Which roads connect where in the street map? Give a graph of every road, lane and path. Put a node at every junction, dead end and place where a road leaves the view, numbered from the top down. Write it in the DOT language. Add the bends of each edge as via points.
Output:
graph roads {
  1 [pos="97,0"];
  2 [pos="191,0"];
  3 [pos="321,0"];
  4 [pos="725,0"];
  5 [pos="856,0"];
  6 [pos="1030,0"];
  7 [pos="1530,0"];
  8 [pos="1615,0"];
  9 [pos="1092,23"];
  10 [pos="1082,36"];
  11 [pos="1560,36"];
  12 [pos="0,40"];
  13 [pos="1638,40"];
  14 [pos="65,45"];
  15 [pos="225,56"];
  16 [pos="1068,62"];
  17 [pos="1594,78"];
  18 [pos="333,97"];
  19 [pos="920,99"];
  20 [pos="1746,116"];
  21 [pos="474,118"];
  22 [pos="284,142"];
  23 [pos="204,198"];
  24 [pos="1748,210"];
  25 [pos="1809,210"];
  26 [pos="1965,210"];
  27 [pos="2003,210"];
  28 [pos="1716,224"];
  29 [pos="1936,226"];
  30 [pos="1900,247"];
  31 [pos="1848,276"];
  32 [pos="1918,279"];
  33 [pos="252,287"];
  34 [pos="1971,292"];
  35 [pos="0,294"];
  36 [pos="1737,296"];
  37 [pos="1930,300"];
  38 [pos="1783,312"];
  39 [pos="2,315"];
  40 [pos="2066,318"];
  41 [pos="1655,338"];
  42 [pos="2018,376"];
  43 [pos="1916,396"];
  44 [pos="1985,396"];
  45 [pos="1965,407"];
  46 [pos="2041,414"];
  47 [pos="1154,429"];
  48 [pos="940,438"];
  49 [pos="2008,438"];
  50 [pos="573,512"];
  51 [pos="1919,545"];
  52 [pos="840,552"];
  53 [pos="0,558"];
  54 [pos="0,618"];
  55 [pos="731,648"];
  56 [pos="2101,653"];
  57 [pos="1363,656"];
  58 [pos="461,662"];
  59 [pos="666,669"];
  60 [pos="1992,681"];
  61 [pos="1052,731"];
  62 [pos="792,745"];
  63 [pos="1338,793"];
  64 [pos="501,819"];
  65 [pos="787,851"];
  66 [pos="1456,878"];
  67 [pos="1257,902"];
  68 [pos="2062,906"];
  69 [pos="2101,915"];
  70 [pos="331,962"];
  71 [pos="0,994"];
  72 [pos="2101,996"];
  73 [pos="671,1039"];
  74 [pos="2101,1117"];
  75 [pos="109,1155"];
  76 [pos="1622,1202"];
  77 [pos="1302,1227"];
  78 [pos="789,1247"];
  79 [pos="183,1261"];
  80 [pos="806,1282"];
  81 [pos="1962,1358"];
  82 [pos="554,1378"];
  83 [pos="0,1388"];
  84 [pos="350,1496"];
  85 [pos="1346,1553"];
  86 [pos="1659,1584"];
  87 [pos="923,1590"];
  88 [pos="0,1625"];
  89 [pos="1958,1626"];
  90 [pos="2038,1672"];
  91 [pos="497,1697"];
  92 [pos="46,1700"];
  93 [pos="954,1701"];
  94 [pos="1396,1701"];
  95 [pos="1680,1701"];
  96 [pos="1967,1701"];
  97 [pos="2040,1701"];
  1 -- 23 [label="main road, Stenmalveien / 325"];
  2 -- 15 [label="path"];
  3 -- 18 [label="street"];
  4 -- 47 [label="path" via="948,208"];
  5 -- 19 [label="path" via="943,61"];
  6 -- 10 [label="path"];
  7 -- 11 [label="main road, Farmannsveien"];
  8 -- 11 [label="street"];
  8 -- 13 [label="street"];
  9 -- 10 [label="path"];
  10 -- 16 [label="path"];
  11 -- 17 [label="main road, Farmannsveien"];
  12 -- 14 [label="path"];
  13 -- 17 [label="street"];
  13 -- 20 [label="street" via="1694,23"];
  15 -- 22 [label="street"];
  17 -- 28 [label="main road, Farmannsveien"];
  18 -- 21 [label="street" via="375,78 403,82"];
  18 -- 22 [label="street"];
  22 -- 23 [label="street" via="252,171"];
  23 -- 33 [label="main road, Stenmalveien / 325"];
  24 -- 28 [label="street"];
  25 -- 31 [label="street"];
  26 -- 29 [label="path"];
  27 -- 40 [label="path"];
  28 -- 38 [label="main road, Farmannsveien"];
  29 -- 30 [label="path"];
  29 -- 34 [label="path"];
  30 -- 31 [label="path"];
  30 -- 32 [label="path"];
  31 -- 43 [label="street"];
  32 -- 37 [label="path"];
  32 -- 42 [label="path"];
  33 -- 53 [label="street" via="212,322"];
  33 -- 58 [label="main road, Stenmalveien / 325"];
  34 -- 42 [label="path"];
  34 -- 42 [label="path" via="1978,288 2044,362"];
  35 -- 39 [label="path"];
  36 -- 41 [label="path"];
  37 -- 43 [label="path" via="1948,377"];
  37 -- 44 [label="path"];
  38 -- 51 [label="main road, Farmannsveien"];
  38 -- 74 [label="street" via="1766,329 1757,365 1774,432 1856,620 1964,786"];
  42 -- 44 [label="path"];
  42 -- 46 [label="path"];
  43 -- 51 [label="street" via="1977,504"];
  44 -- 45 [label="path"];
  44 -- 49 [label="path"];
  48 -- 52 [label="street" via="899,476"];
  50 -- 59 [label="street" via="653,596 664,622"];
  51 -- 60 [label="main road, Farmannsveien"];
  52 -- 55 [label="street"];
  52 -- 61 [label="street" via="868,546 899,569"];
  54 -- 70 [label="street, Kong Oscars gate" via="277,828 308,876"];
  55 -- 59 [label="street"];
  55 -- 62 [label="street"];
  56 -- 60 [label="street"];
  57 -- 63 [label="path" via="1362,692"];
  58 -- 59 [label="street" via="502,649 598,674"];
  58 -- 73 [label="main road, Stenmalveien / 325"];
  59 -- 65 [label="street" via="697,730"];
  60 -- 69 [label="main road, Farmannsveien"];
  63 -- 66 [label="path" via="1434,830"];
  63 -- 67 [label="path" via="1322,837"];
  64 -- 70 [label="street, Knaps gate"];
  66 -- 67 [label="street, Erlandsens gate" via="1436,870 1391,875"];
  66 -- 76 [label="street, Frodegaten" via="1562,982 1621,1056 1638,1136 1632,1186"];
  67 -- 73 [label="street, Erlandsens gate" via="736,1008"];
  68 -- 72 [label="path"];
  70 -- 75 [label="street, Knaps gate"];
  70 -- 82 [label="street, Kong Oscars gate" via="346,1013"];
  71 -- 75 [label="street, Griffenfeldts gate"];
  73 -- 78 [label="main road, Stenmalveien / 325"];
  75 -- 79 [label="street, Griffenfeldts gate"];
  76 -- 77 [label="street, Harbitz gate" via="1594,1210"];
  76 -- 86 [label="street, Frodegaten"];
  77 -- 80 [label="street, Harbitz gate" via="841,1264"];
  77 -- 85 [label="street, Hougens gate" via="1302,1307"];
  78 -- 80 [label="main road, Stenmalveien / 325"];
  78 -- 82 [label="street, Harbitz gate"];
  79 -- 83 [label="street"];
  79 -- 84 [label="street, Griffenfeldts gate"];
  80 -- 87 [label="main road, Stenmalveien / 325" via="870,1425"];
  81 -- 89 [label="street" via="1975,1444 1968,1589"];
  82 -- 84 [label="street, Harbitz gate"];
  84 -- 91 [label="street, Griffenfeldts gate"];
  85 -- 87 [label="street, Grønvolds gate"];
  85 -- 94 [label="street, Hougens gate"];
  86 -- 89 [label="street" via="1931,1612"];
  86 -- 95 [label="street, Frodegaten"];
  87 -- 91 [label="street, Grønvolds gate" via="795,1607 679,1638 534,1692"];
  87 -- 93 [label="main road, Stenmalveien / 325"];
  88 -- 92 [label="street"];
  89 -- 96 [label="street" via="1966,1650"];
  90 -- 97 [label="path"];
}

══════════

- What needs to be done: Retype every line of the data above exactly.

- Response to this exercise:
Which roads connect where in the street map? Give a graph of every road, lane and path. Put a node at every junction, dead end and place where a road leaves the view, numbered from the top down. Write it in the DOT language. Add the bends of each edge as via points.
Output:
graph roads {
  1 [pos="97,0"];
  2 [pos="191,0"];
  3 [pos="321,0"];
  4 [pos="725,0"];
  5 [pos="856,0"];
  6 [pos="1030,0"];
  7 [pos="1530,0"];
  8 [pos="1615,0"];
  9 [pos="1092,23"];
  10 [pos="1082,36"];
  11 [pos="1560,36"];
  12 [pos="0,40"];
  13 [pos="1638,40"];
  14 [pos="65,45"];
  15 [pos="225,56"];
  16 [pos="1068,62"];
  17 [pos="1594,78"];
  18 [pos="333,97"];
  19 [pos="920,99"];
  20 [pos="1746,116"];
  21 [pos="474,118"];
  22 [pos="284,142"];
  23 [pos="204,198"];
  24 [pos="1748,210"];
  25 [pos="1809,210"];
  26 [pos="1965,210"];
  27 [pos="2003,210"];
  28 [pos="1716,224"];
  29 [pos="1936,226"];
  30 [pos="1900,247"];
  31 [pos="1848,276"];
  32 [pos="1918,279"];
  33 [pos="252,287"];
  34 [pos="1971,292"];
  35 [pos="0,294"];
  36 [pos="1737,296"];
  37 [pos="1930,300"];
  38 [pos="1783,312"];
  39 [pos="2,315"];
  40 [pos="2066,318"];
  41 [pos="1655,338"];
  42 [pos="2018,376"];
  43 [pos="1916,396"];
  44 [pos="1985,396"];
  45 [pos="1965,407"];
  46 [pos="2041,414"];
  47 [pos="1154,429"];
  48 [pos="940,438"];
  49 [pos="2008,438"];
  50 [pos="573,512"];
  51 [pos="1919,545"];
  52 [pos="840,552"];
  53 [pos="0,558"];
  54 [pos="0,618"];
  55 [pos="731,648"];
  56 [pos="2101,653"];
  57 [pos="1363,656"];
  58 [pos="461,662"];
  59 [pos="666,669"];
  60 [pos="1992,681"];
  61 [pos="1052,731"];
  62 [pos="792,745"];
  63 [pos="1338,793"];
  64 [pos="501,819"];
  65 [pos="787,851"];
  66 [pos="1456,878"];
  67 [pos="1257,902"];
  68 [pos="2062,906"];
  69 [pos="2101,915"];
  70 [pos="331,962"];
  71 [pos="0,994"];
  72 [pos="2101,996"];
  73 [pos="671,1039"];
  74 [pos="2101,1117"];
  75 [pos="109,1155"];
  76 [pos="1622,1202"];
  77 [pos="1302,1227"];
  78 [pos="789,1247"];
  79 [pos="183,1261"];
  80 [pos="806,1282"];
  81 [pos="1962,1358"];
  82 [pos="554,1378"];
  83 [pos="0,1388"];
  84 [pos="350,1496"];
  85 [pos="1346,1553"];
  86 [pos="1659,1584"];
  87 [pos="923,1590"];
  88 [pos="0,1625"];
  89 [pos="1958,1626"];
  90 [pos="2038,1672"];
  91 [pos="497,1697"];
  92 [pos="46,1700"];
  93 [pos="954,1701"];
  94 [pos="1396,1701"];
  95 [pos="1680,1701"];
  96 [pos="1967,1701"];
  97 [pos="2040,1701"];
  1 -- 23 [label="main road, Stenmalveien / 325"];
  2 -- 15 [label="path"];
  3 -- 18 [label="street"];
  4 -- 47 [label="path" via="948,208"];
  5 -- 19 [label="path" via="943,61"];
  6 -- 10 [label="path"];
  7 -- 11 [label="main road, Farmannsveien"];
  8 -- 11 [label="street"];
  8 -- 13 [label="street"];
  9 -- 10 [label="path"];
  10 -- 16 [label="path"];
  11 -- 17 [label="main road, Farmannsveien"];
  12 -- 14 [label="path"];
  13 -- 17 [label="street"];
  13 -- 20 [label="street" via="1694,23"];
  15 -- 22 [label="street"];
  17 -- 28 [label="main road, Farmannsveien"];
  18 -- 21 [label="street" via="375,78 403,82"];
  18 -- 22 [label="street"];
  22 -- 23 [label="street" via="252,171"];
  23 -- 33 [label="main road, Stenmalveien / 325"];
  24 -- 28 [label="street"];
  25 -- 31 [label="street"];
  26 -- 29 [label="path"];
  27 -- 40 [label="path"];
  28 -- 38 [label="main road, Farmannsveien"];
  29 -- 30 [label="path"];
  29 -- 34 [label="path"];
  30 -- 31 [label="path"];
  30 -- 32 [label="path"];
  31 -- 43 [label="street"];
  32 -- 37 [label="path"];
  32 -- 42 [label="path"];
  33 -- 53 [label="street" via="212,322"];
  33 -- 58 [label="main road, Stenmalveien / 325"];
  34 -- 42 [label="path"];
  34 -- 42 [label="path" via="1978,288 2044,362"];
  35 -- 39 [label="path"];
  36 -- 41 [label="path"];
  37 -- 43 [label="path" via="1948,377"];
  37 -- 44 [label="path"];
  38 -- 51 [label="main road, Farmannsveien"];
  38 -- 74 [label="street" via="1766,329 1757,365 1774,432 1856,620 1964,786"];
  42 -- 44 [label="path"];
  42 -- 46 [label="path"];
  43 -- 51 [label="street" via="1977,504"];
  44 -- 45 [label="path"];
  44 -- 49 [label="path"];
  48 -- 52 [label="street" via="899,476"];
  50 -- 59 [label="street" via="653,596 664,622"];
  51 -- 60 [label="main road, Farmannsveien"];
  52 -- 55 [label="street"];
  52 -- 61 [label="street" via="868,546 899,569"];
  54 -- 70 [label="street, Kong Oscars gate" via="277,828 308,876"];
  55 -- 59 [label="street"];
  55 -- 62 [label="street"];
  56 -- 60 [label="street"];
  57 -- 63 [label="path" via="1362,692"];
  58 -- 59 [label="street" via="502,649 598,674"];
  58 -- 73 [label="main road, Stenmalveien / 325"];
  59 -- 65 [label="street" via="697,730"];
  60 -- 69 [label="main road, Farmannsveien"];
  63 -- 66 [label="path" via="1434,830"];
  63 -- 67 [label="path" via="1322,837"];
  64 -- 70 [label="street, Knaps gate"];
  66 -- 67 [label="street, Erlandsens gate" via="1436,870 1391,875"];
  66 -- 76 [label="street, Frodegaten" via="1562,982 1621,1056 1638,1136 1632,1186"];
  67 -- 73 [label="street, Erlandsens gate" via="736,1008"];
  68 -- 72 [label="path"];
  70 -- 75 [label="street, Knaps gate"];
  70 -- 82 [label="street, Kong Oscars gate" via="346,1013"];
  71 -- 75 [label="street, Griffenfeldts gate"];
  73 -- 78 [label="main road, Stenmalveien / 325"];
  75 -- 79 [label="street, Griffenfeldts gate"];
  76 -- 77 [label="street, Harbitz gate" via="1594,1210"];
  76 -- 86 [label="street, Frodegaten"];
  77 -- 80 [label="street, Harbitz gate" via="841,1264"];
  77 -- 85 [label="street, Hougens gate" via="1302,1307"];
  78 -- 80 [label="main road, Stenmalveien / 325"];
  78 -- 82 [label="street, Harbitz gate"];
  79 -- 83 [label="street"];
  79 -- 84 [label="street, Griffenfeldts gate"];
  80 -- 87 [label="main road, Stenmalveien / 325" via="870,1425"];
  81 -- 89 [label="street" via="1975,1444 1968,1589"];
  82 -- 84 [label="street, Harbitz gate"];
  84 -- 91 [label="street, Griffenfeldts gate"];
  85 -- 87 [label="street, Grønvolds gate"];
  85 -- 94 [label="street, Hougens gate"];
  86 -- 89 [label="street" via="1931,1612"];
  86 -- 95 [label="street, Frodegaten"];
  87 -- 91 [label="street, Grønvolds gate" via="795,1607 679,1638 534,1692"];
  87 -- 93 [label="main road, Stenmalveien / 325"];
  88 -- 92 [label="street"];
  89 -- 96 [label="street" via="1966,1650"];
  90 -- 97 [label="path"];
}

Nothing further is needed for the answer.